How Money Do I Need To Start Trading With?

Posted by on Sep 21, 2015 in Blog

How Money Do I Need To Start Trading With?

The first question most beginning traders ask is how much money do they need to start trading with? The simple answer is “as much as possible.” But the more realistic answer would depend on how much money you have to lose. A futures account can be opened and funded with as little as $1000. While $1000 is not very much it is a start. Intraday margins for many contracts, like the ES is as low as $500.

You can’t do much with a $1000 account. At best you should only be trading a one lot of ES. You can’t take a lot of risk. I know most traders aren’t interested in trading just one lot because it doesn’t even feel like actually trading because if you lose $50 you might not think much about it.

A few months ago I was challenged by a potential customer to show that my order flow setups can be used on a small account to make decent money. So we agreed that I would open an account with just $2500 and try an earn $1000. Trading just one and two lots of the 6E (eurocurrency) and ZB (US 30yr bonds) I was able to reach the target in just 4 days.

A more common entry level account should be $5,000 to $10,000. This amount will allow you to trade several contracts and markets at a time comfortably.

I trade mostly intraday positions. There are many different type of trading out there. You have to find what style of trading is best for your temperament. I am not a long term trader by definition. I don’t buy and hold. I might buy options if I have a long term view, but mostly I am more interested in where the market is going in the next few minutes than the next few weeks.

Is intraday trading better than long term trading? No its not. The big money is made in the long term moves, waking up and having the market gap in your favour. But the consistent money is made trading intraday. Hedge funds can be down 3% in January, down 6% in February, up 1% in March, down 3% in April, up 12% in May because they are right about a big move. Independent local traders prefer to make money on a daily consistent basis. If a local trader can make $1000 a day then it is a good day. Not everyone trades the same so returns will differ, but at the end of the year everyone wants to make a profit. There are different routes to get there.

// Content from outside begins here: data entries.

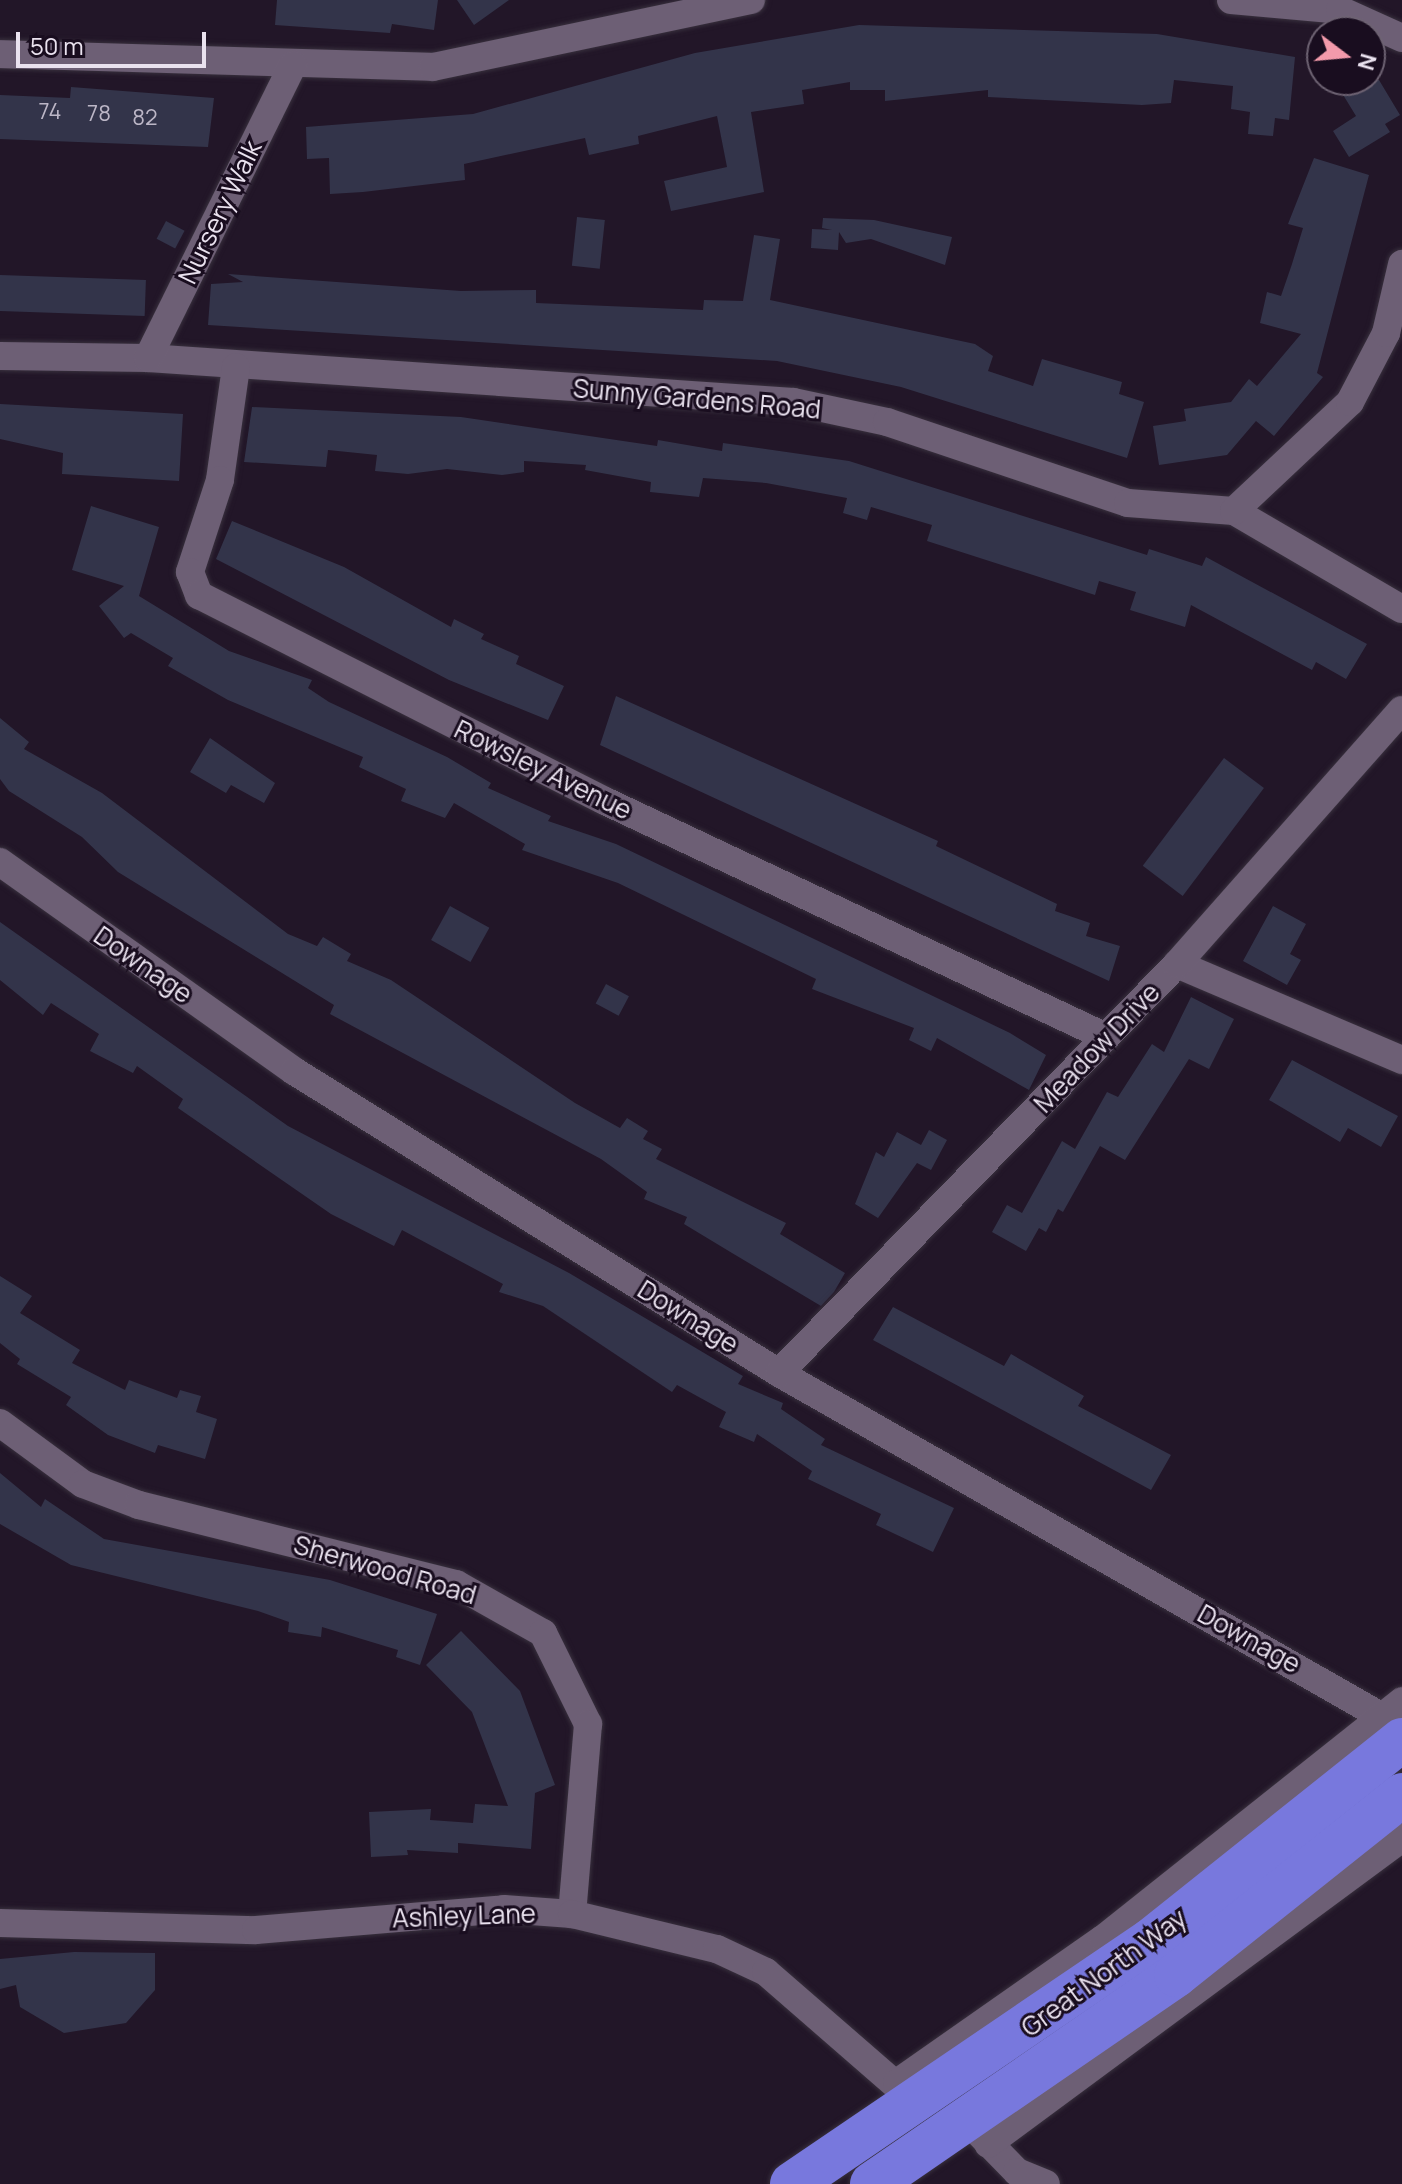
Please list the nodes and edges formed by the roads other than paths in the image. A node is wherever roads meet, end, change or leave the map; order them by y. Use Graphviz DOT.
graph roads {
  1 [pos="751,0"];
  2 [pos="1231,0"];
  3 [pos="1402,38"];
  4 [pos="0,54"];
  5 [pos="293,65"];
  6 [pos="1402,264"];
  7 [pos="0,356"];
  8 [pos="148,358"];
  9 [pos="236,367"];
  10 [pos="1234,511"];
  11 [pos="1402,609"];
  12 [pos="1402,710"];
  13 [pos="0,862"];
  14 [pos="1177,964"];
  15 [pos="1106,1037"];
  16 [pos="1402,1060"];
  17 [pos="779,1373"];
  18 [pos="0,1423"];
  19 [pos="1398,1722"];
  20 [pos="1402,1795"];
  21 [pos="1402,1838"];
  22 [pos="572,1914"];
  23 [pos="0,1923"];
  24 [pos="908,2093"];
  25 [pos="978,2132"];
  26 [pos="792,2184"];
  27 [pos="872,2184"];
  28 [pos="1046,2184"];
  1 -- 5 [label="street"];
  2 -- 3 [label="street"];
  4 -- 5 [label="street"];
  5 -- 8 [label="street, Nursery Walk"];
  6 -- 10 [label="street"];
  7 -- 8 [label="street, Sunny Gardens Road"];
  8 -- 9 [label="street, Sunny Gardens Road"];
  9 -- 10 [label="street, Sunny Gardens Road"];
  9 -- 15 [label="street, Rowsley Avenue"];
  10 -- 11 [label="street, Sunny Gardens Road"];
  12 -- 14 [label="street, Meadow Drive"];
  13 -- 17 [label="street, Downage"];
  14 -- 15 [label="street, Meadow Drive"];
  14 -- 16 [label="street"];
  15 -- 17 [label="street, Meadow Drive"];
  17 -- 19 [label="street, Downage"];
  18 -- 22 [label="street, Sherwood Road"];
  19 -- 24 [label="highway, Great North Way"];
  20 -- 25 [label="highway, Great North Way"];
  21 -- 25 [label="street, Great North Way"];
  22 -- 23 [label="street, Ashley Lane"];
  22 -- 24 [label="street, Ashley Lane"];
  24 -- 26 [label="highway, Great North Way"];
  25 -- 27 [label="highway, Great North Way"];
  25 -- 28 [label="street"];
}
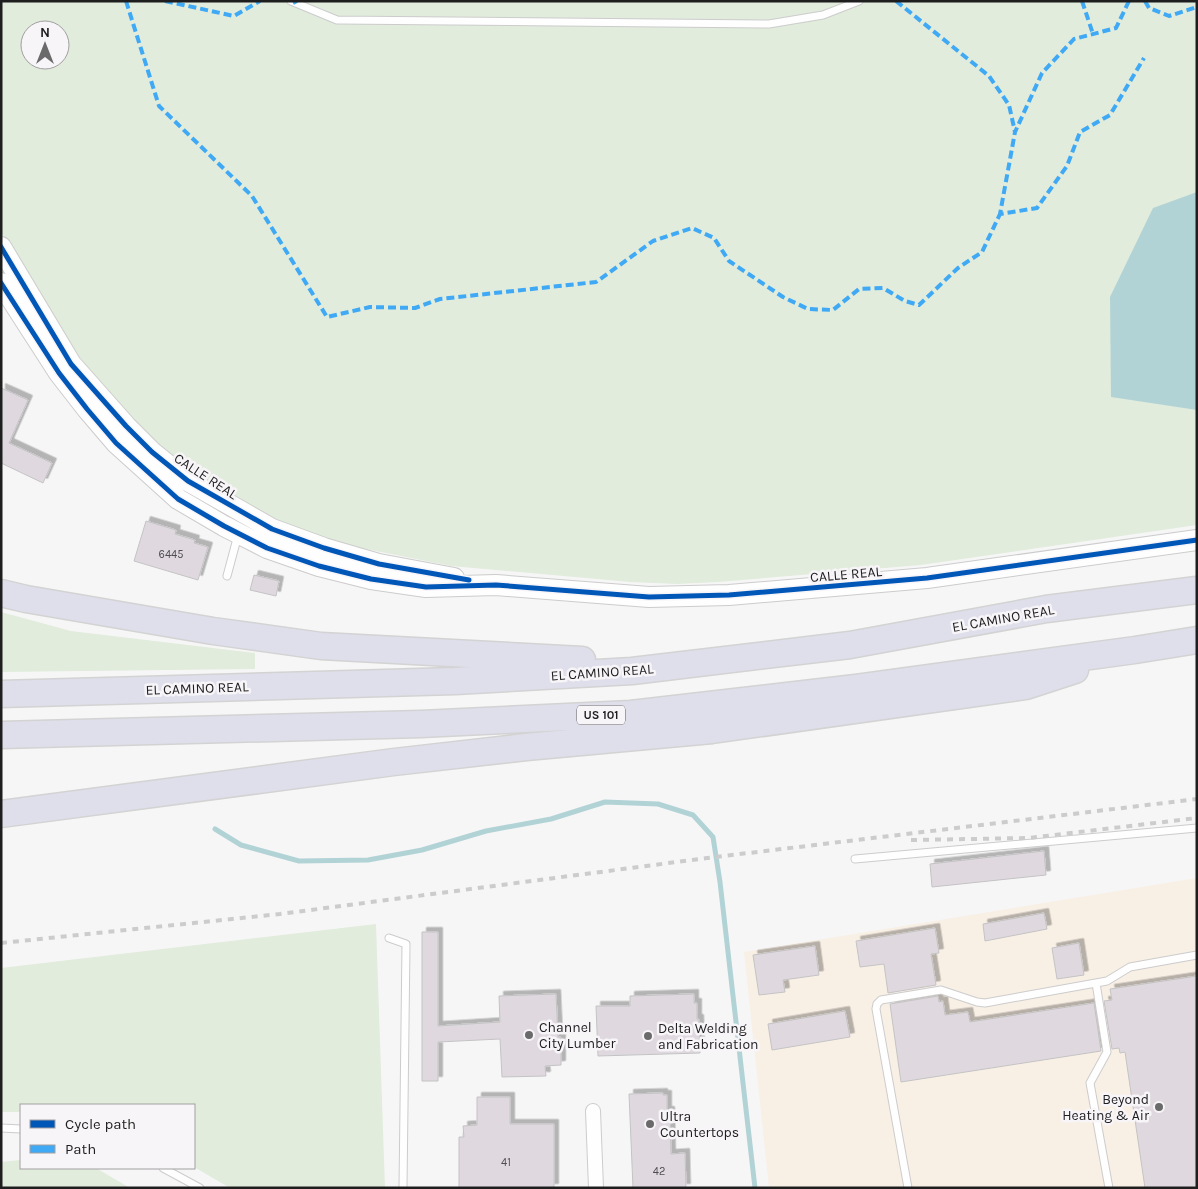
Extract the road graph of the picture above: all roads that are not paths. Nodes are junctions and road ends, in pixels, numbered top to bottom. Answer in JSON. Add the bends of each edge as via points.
{"nodes":[{"id":1,"x":291,"y":1,"type":"edge"},
{"id":2,"x":859,"y":1,"type":"edge"},
{"id":3,"x":1,"y":247,"type":"edge"},
{"id":4,"x":1,"y":283,"type":"edge"},
{"id":5,"x":238,"y":533,"type":"junction"},
{"id":6,"x":1197,"y":540,"type":"edge"},
{"id":7,"x":227,"y":576,"type":"dead end"},
{"id":8,"x":496,"y":586,"type":"junction"},
{"id":9,"x":1197,"y":590,"type":"edge"},
{"id":10,"x":1,"y":593,"type":"edge"},
{"id":11,"x":1197,"y":640,"type":"edge"},
{"id":12,"x":1134,"y":650,"type":"junction"},
{"id":13,"x":632,"y":671,"type":"junction"},
{"id":14,"x":1,"y":694,"type":"edge"},
{"id":15,"x":1,"y":735,"type":"edge"},
{"id":16,"x":1,"y":814,"type":"edge"},
{"id":17,"x":1197,"y":828,"type":"edge"},
{"id":18,"x":855,"y":859,"type":"dead end"},
{"id":19,"x":389,"y":938,"type":"dead end"},
{"id":20,"x":1197,"y":955,"type":"edge"},
{"id":21,"x":1096,"y":983,"type":"junction"},
{"id":22,"x":593,"y":1111,"type":"dead end"},
{"id":23,"x":1,"y":1128,"type":"edge"},
{"id":24,"x":20,"y":1129,"type":"edge"},
{"id":25,"x":165,"y":1169,"type":"edge"},
{"id":26,"x":200,"y":1188,"type":"edge"},
{"id":27,"x":403,"y":1188,"type":"edge"},
{"id":28,"x":596,"y":1188,"type":"edge"},
{"id":29,"x":908,"y":1188,"type":"edge"},
{"id":30,"x":1109,"y":1188,"type":"edge"}],
"edges":[{"from":1,"to":2,"type":"lane","via":[[337,20],[769,24],[823,15]]},
{"from":3,"to":8,"type":"main road","name":"CALLE REAL","via":[[71,364],[152,452],[188,481],[272,529],[324,548],[378,564]]},
{"from":4,"to":5,"type":"main road","name":"CALLE REAL","via":[[86,409],[116,443],[178,498]]},
{"from":5,"to":7,"type":"lane"},
{"from":5,"to":8,"type":"main road","name":"CALLE REAL","via":[[268,548],[319,566],[371,579],[426,587]]},
{"from":6,"to":8,"type":"main road","name":"CALLE REAL","via":[[927,578],[729,595],[649,597]]},
{"from":9,"to":13,"type":"highway","name":"EL CAMINO REAL","via":[[1046,609],[850,646]]},
{"from":10,"to":13,"type":"highway","via":[[194,628],[321,646],[578,659]]},
{"from":11,"to":12,"type":"highway","number":"US 101"},
{"from":12,"to":15,"type":"highway","number":"US 101","via":[[856,688],[631,714],[421,724]]},
{"from":12,"to":16,"type":"highway","via":[[1026,686],[712,730],[413,760]]},
{"from":13,"to":14,"type":"highway","name":"EL CAMINO REAL","via":[[445,681]]},
{"from":17,"to":18,"type":"lane"},
{"from":19,"to":27,"type":"lane","via":[[406,944]]},
{"from":20,"to":21,"type":"lane","via":[[1130,967],[1107,981]]},
{"from":21,"to":29,"type":"lane","via":[[985,1003],[936,990],[886,998],[877,1004]]},
{"from":21,"to":30,"type":"lane","via":[[1108,1052],[1090,1083]]},
{"from":22,"to":28,"type":"street"},
{"from":23,"to":24,"type":"lane"},
{"from":25,"to":26,"type":"lane"}]}
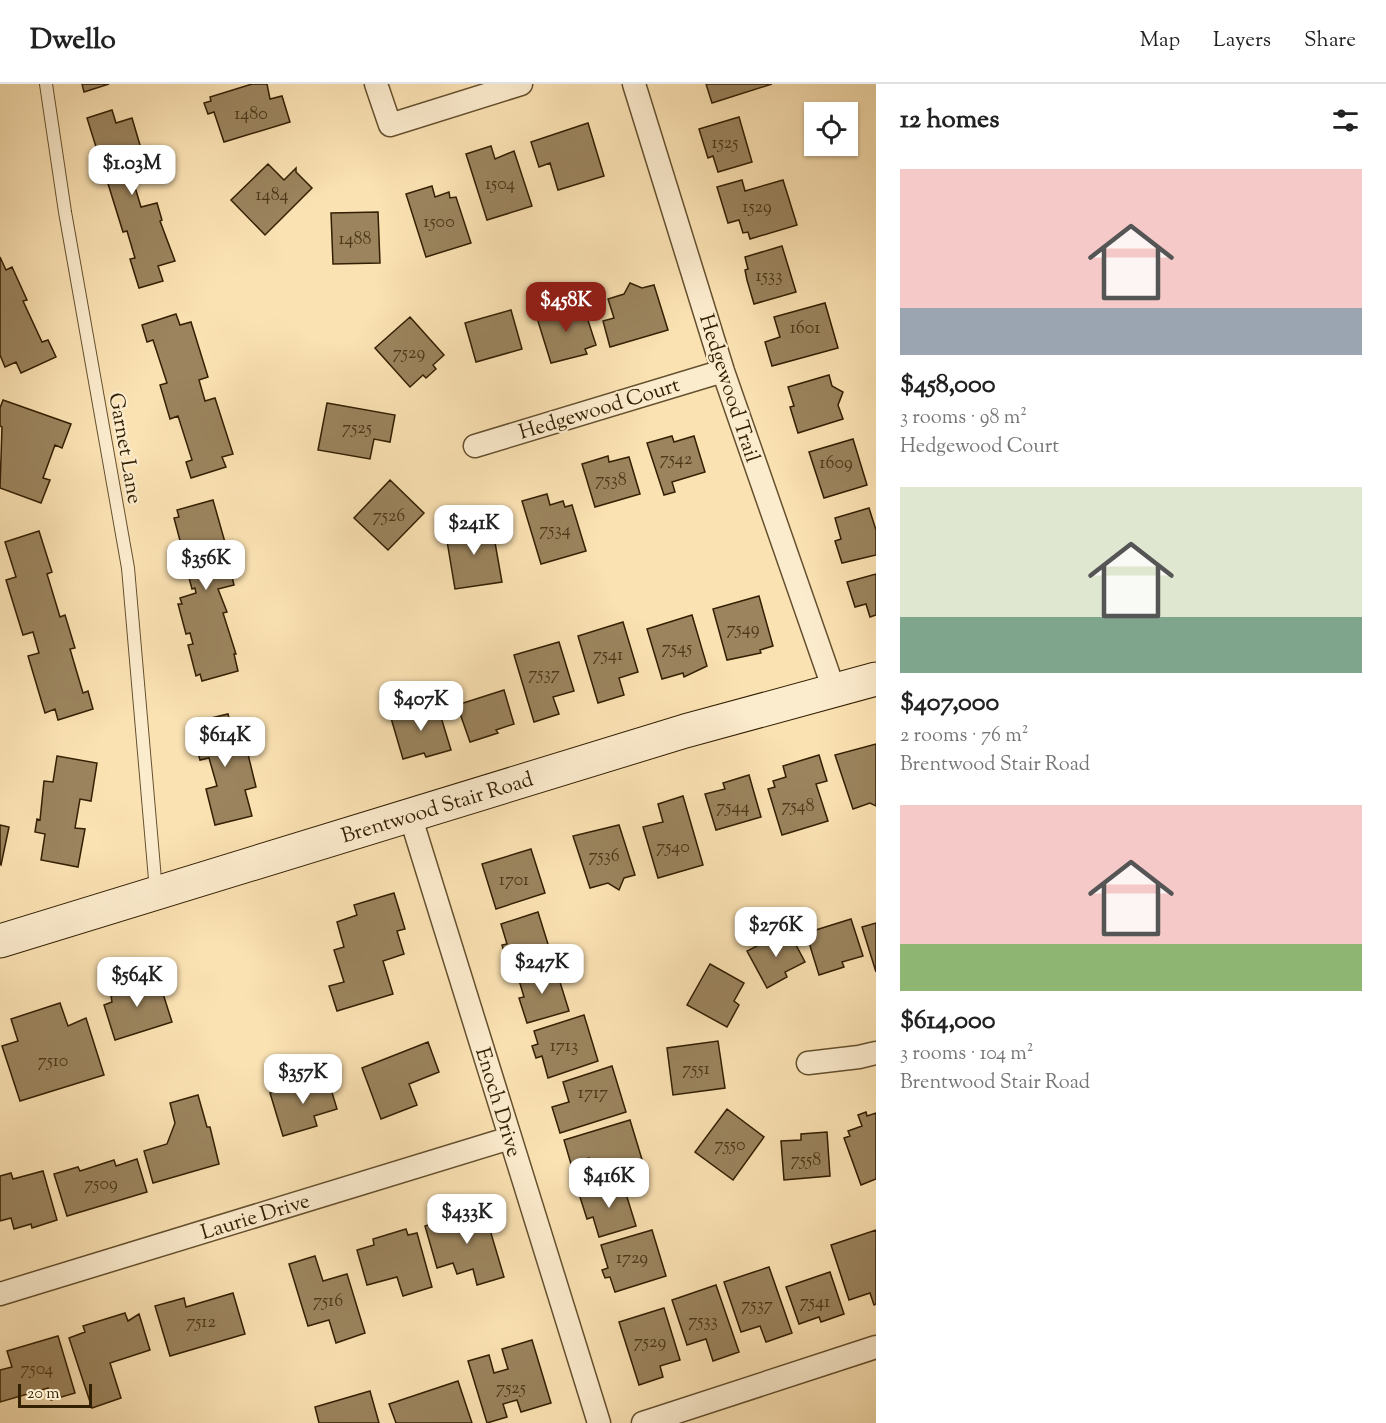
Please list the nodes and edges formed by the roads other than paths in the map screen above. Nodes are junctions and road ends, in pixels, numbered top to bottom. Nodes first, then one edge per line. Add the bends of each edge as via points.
1 (46, 84) edge
2 (376, 84) edge
3 (521, 84) edge
4 (634, 84) edge
5 (723, 371) junction
6 (475, 446) dead end
7 (876, 679) edge
8 (834, 690) junction
9 (410, 815) junction
10 (156, 893) junction
11 (0, 941) edge
12 (876, 1053) edge
13 (808, 1063) dead end
14 (510, 1138) junction
15 (0, 1294) edge
16 (876, 1347) edge
17 (599, 1423) edge
18 (643, 1423) edge

1 - 10 lane, Garnet Lane via 128,568
2 - 3 street via 390,125
4 - 5 street, Hedgewood Trail
5 - 6 street, Hedgewood Court
5 - 8 street, Hedgewood Trail
7 - 8 main road, Brentwood Stair Road
8 - 9 main road, Brentwood Stair Road
9 - 10 main road, Brentwood Stair Road
9 - 14 street, Enoch Drive
10 - 11 main road, Brentwood Stair Road
12 - 13 street
14 - 15 street, Laurie Drive
14 - 17 street, Enoch Drive
16 - 18 street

Intraday traders don’t take big risks the way a hedge fund does. The trading style is different. A hedge fund is like a big oil tanker in the sea while a local trader is like a small motor boat navigating in and out of the market.

If you are an intraday trader you do not need to keep $10,000 in margin to trade one lot of ES. That is ridiculous. Your trade risk is for a few minutes or slightly longer, you are not holding for days or weeks.

But not everyone has $10,000 to commit to trading, does that mean they shouldn’t trade? Of course not. Even if you have only a few thousands saved up for you trading account, go ahead and start trading. The experience you will get from trading real money is priceless. You can trade on a simulator for 10 years and the experience will be like nothing you can gain in a few months trading real money.

People will throw stones at me for telling people to go ahead and open a small account to trade with, but really the only ones who will urge you not to start trading with a small account are system sellers or gurus who want to sell you their trading course for $3000 or so. These are the same guys that will tell you that you need 10,000 hours of screen time to be successful. Who has 5 years of their life to devote staring at a trading screen all day before you become successful? You will go cross eyed. You can stare at a trading screen for a million hours and if you don’t know what to look for or can figure out what to look for you will just waste your time.

Instead I am a firm believer of “On The Job Training”. That is where you will learn what works and what doesn’t work. What to look for and what to avoid. When you have skin in the game you pay more attention to it.

Below are my statements from a challenge to make $1000 trading profit with a small account using Orderflows analysis and setups, trading one and two lots. It took me 4 days to reach the target. I am not trying to brag or anything, but I just wanted to show you that a small account can be used for trading and if you have good setups you can make decent money trading one and two lots at a time.

Some people will say “so what, its only 4 days, you got lucky” or “big deal, I can do that in a day” or “you probably lost the $2500 a few times before hitting the winning run.” There will always be detractors out there, ones that don’t want to believe, but whatever. Traders have their own way of thinking that how they trade is the best way to trade. What works for them may not work for others. But I know what works for me works for others.

The order flow that happens when trades are executed in the market doesn’t change. Once a trade prints, its there it happened. The order book changes constantly, orders are going in or being pulled, even though spoofing has become illegal, that hasn’t stopped it in some respects. Traders and brokers are still working orders to try and hide what they are doing.

Give order flow trading a try and see if it is something that you can use in your trading arsenal.